Friday Transportation Seminars at Portland State University have been a tradition since 2000. You can join us online at 11:30 AM. All presentations are recorded and shared on the event page afterwards.
This presentation provides a framework for improving older pedestrian safety in regard to serious (fatal and incapacitating) crashes, using Oregon as a case study. Upon review of state and federal practices pertaining to older pedestrian safety, four years of crash data identified 112 older (≥ 65 years) pedestrian serious injury crashes. These data were explored for factors that might be addressed systemically using two methods. First, raw frequencies in the crash data were assessed to determine trends and crash-related factors that are overrepresented. Second, a random forest analysis is conducted to determine important variables for predicting older pedestrian serious injury crashes. Using these crash-related factors, a workshop was held with 18 local stakeholders and experts. As part of the workshop, key crash trends, potential causations, and potential countermeasures by priority of implementation were determined based on perspectives from workshop participants. Three key systemic solutions were identified to improve older pedestrian safety, including improving pedestrian visibility and illumination, implementing treatments for left-turns, and shortening pedestrian crossing distances across the state. The framework presented in the current study can be adopted by other agencies to systemically address a wide variety of safety concerns.
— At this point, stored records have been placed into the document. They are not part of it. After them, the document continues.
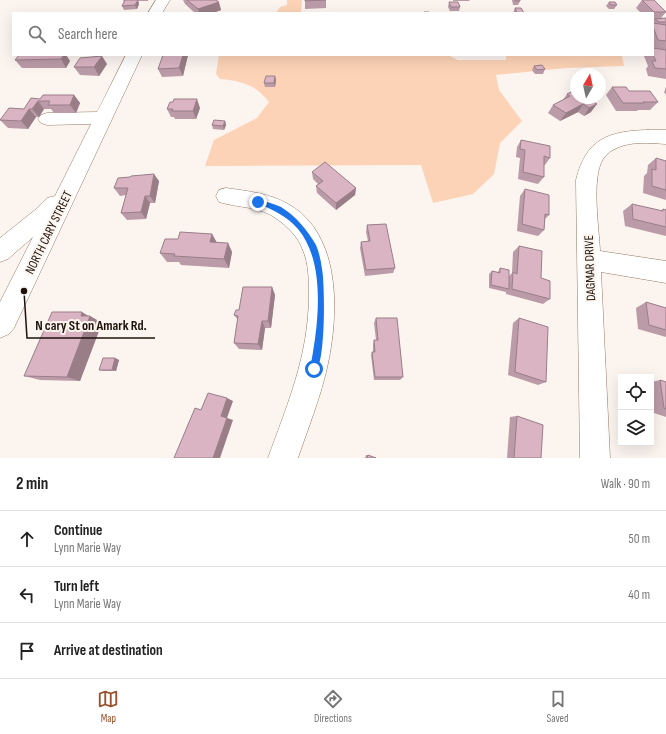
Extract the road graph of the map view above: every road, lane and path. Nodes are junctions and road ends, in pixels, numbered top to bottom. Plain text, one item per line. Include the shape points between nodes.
1 (163, 0) edge
2 (156, 12) edge
3 (133, 56) edge
4 (102, 118) junction
5 (47, 119) dead end
6 (666, 137) edge
7 (73, 181) junction
8 (226, 196) dead end
9 (0, 252) edge
10 (588, 259) junction
11 (666, 272) edge
12 (0, 325) edge
13 (283, 458) edge
14 (595, 458) edge

1 - 2 street
3 - 4 street, NORTH CARY STREET
4 - 5 street
4 - 7 street, NORTH CARY STREET
6 - 10 street, DAGMAR DRIVE via 620,140 607,145 597,154 590,165 586,180
7 - 9 street, NORTH CARY STREET via 43,216
7 - 12 street, NORTH CARY STREET
8 - 13 street via 279,209 300,226 313,247 319,269 319,342 314,369
10 - 11 street
10 - 14 street, DAGMAR DRIVE

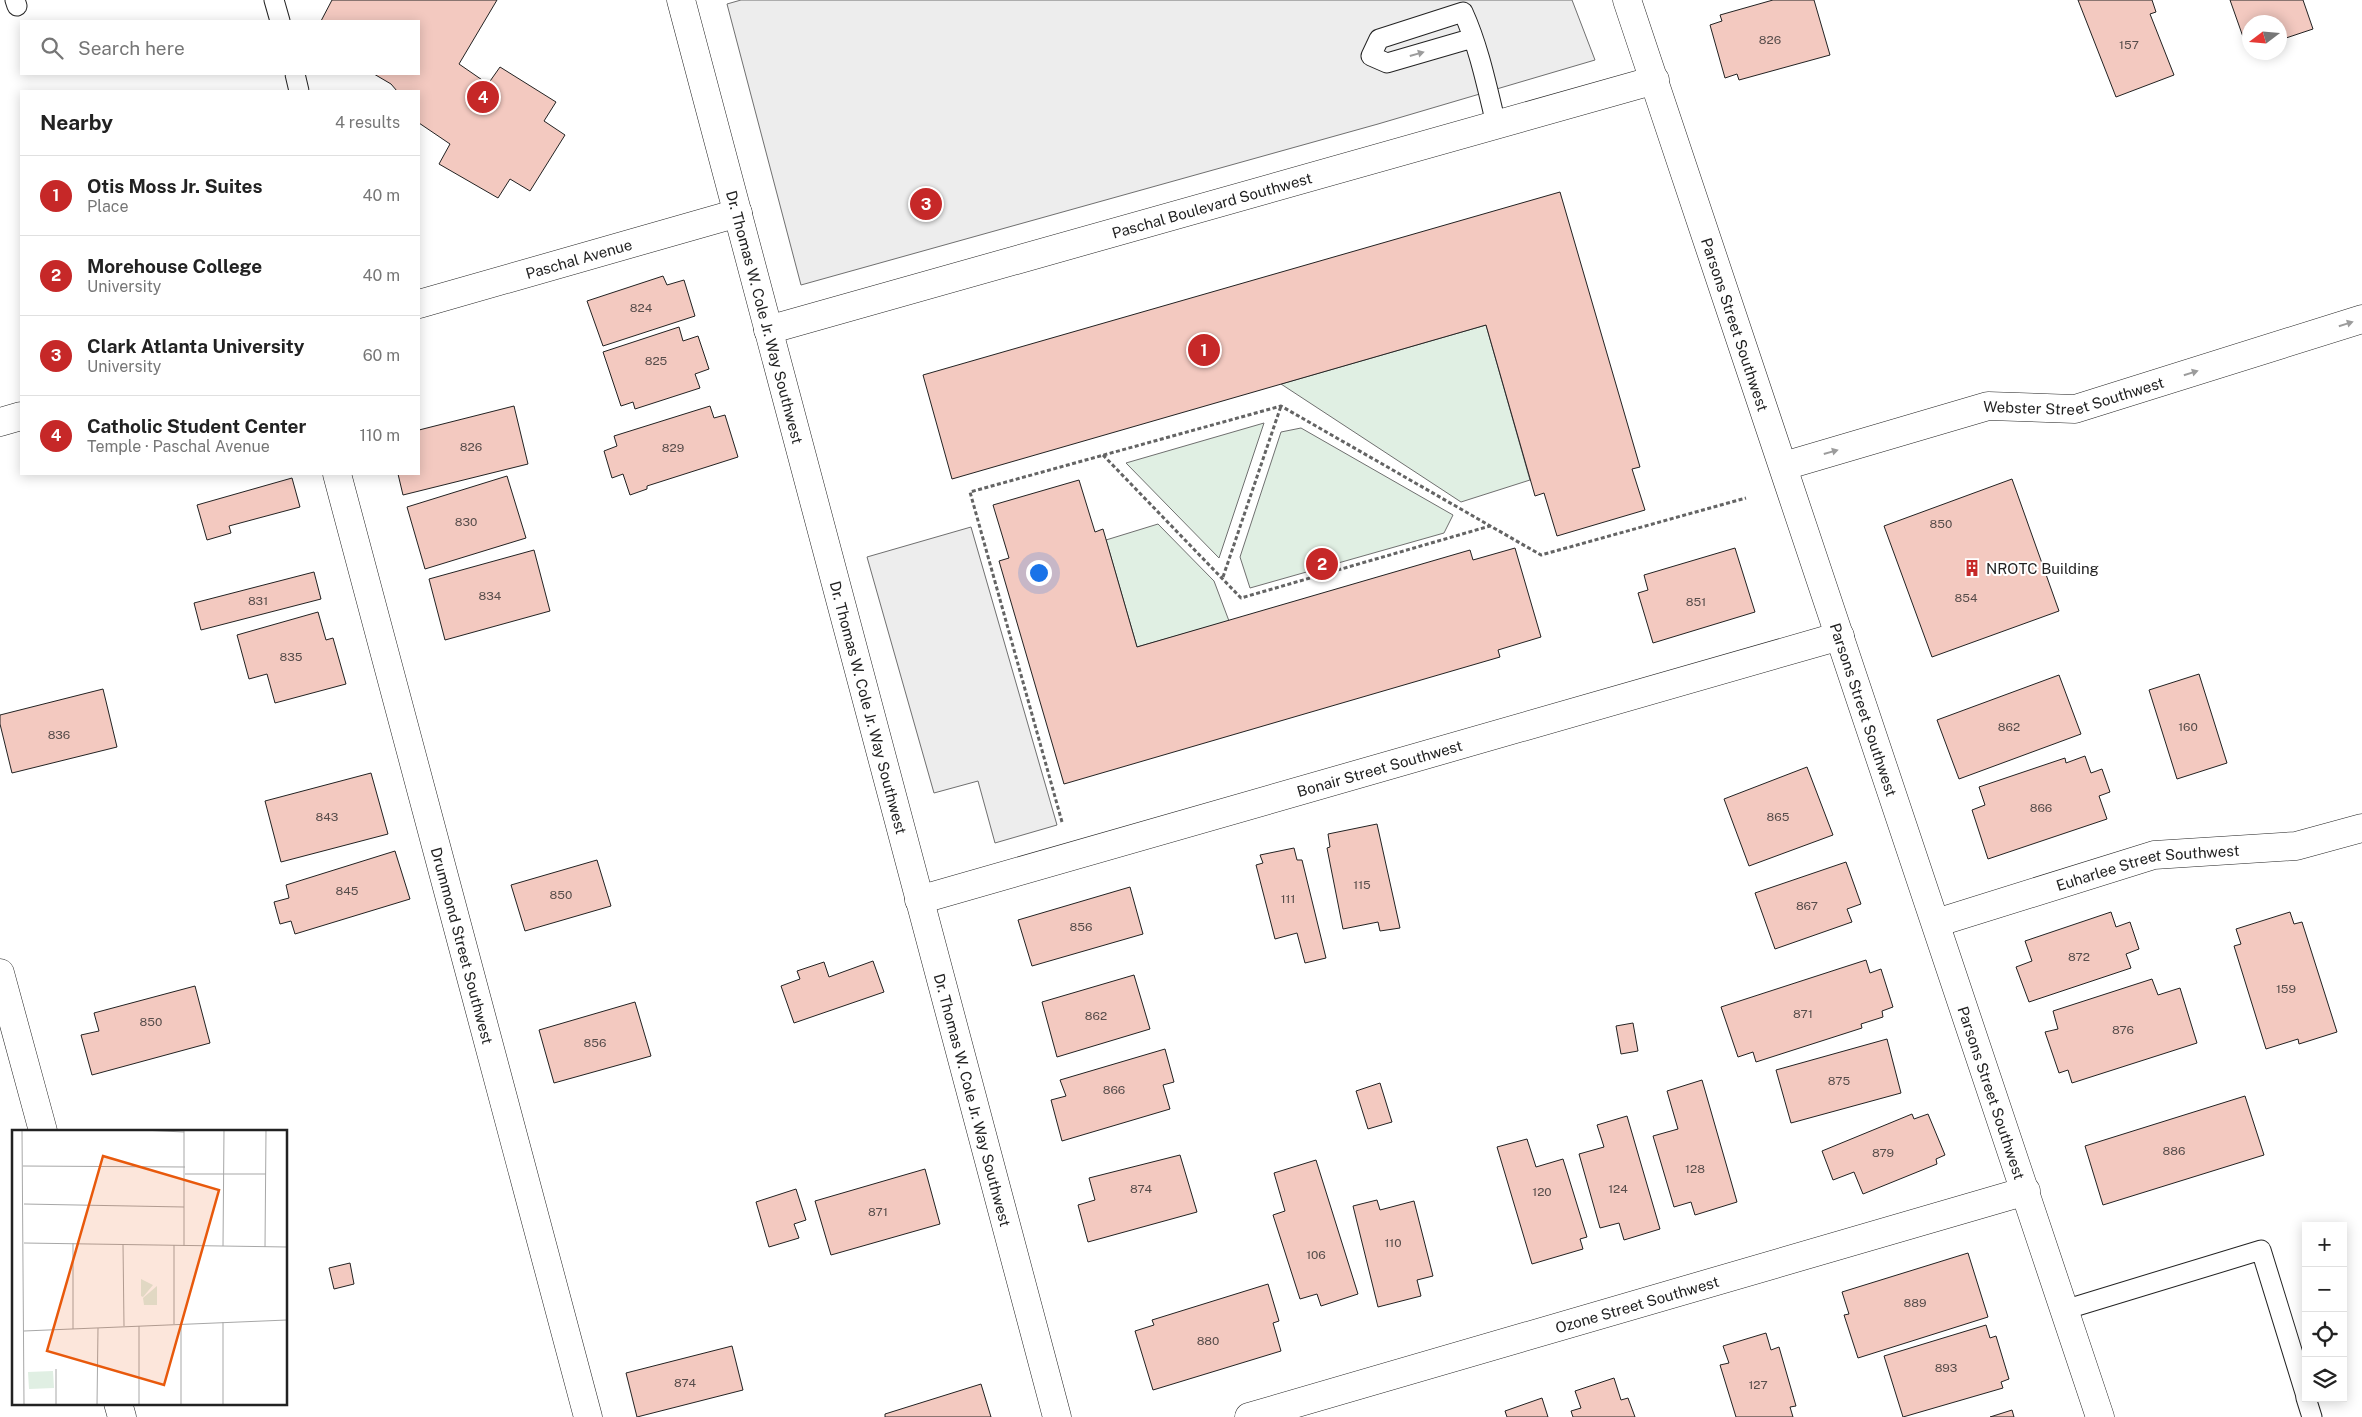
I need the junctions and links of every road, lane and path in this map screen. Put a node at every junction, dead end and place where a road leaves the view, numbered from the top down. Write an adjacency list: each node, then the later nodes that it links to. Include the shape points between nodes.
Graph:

This research was presented at the 2022 annual meeting of the Transportation Research Board (TRB), in the "Translating Safety Research to Real-World Solutions" session.
KEY LEARNING OUTCOMES
- A framework for improving older pedestrian safety.
- Complementing traditional safety analyses with machine learning approaches.
- Stakeholder and expert opinions on older pedestrian overrepresentations and potential solutions.
- Systemic solutions that can address older pedestrian safety, while also addressing safety for all pedestrians.
This 60-minute seminar is eligible for 1 hour of professional development credit for AICP (see our provider summary). We can provide an electronic attendance certificate for other types of certification maintenance.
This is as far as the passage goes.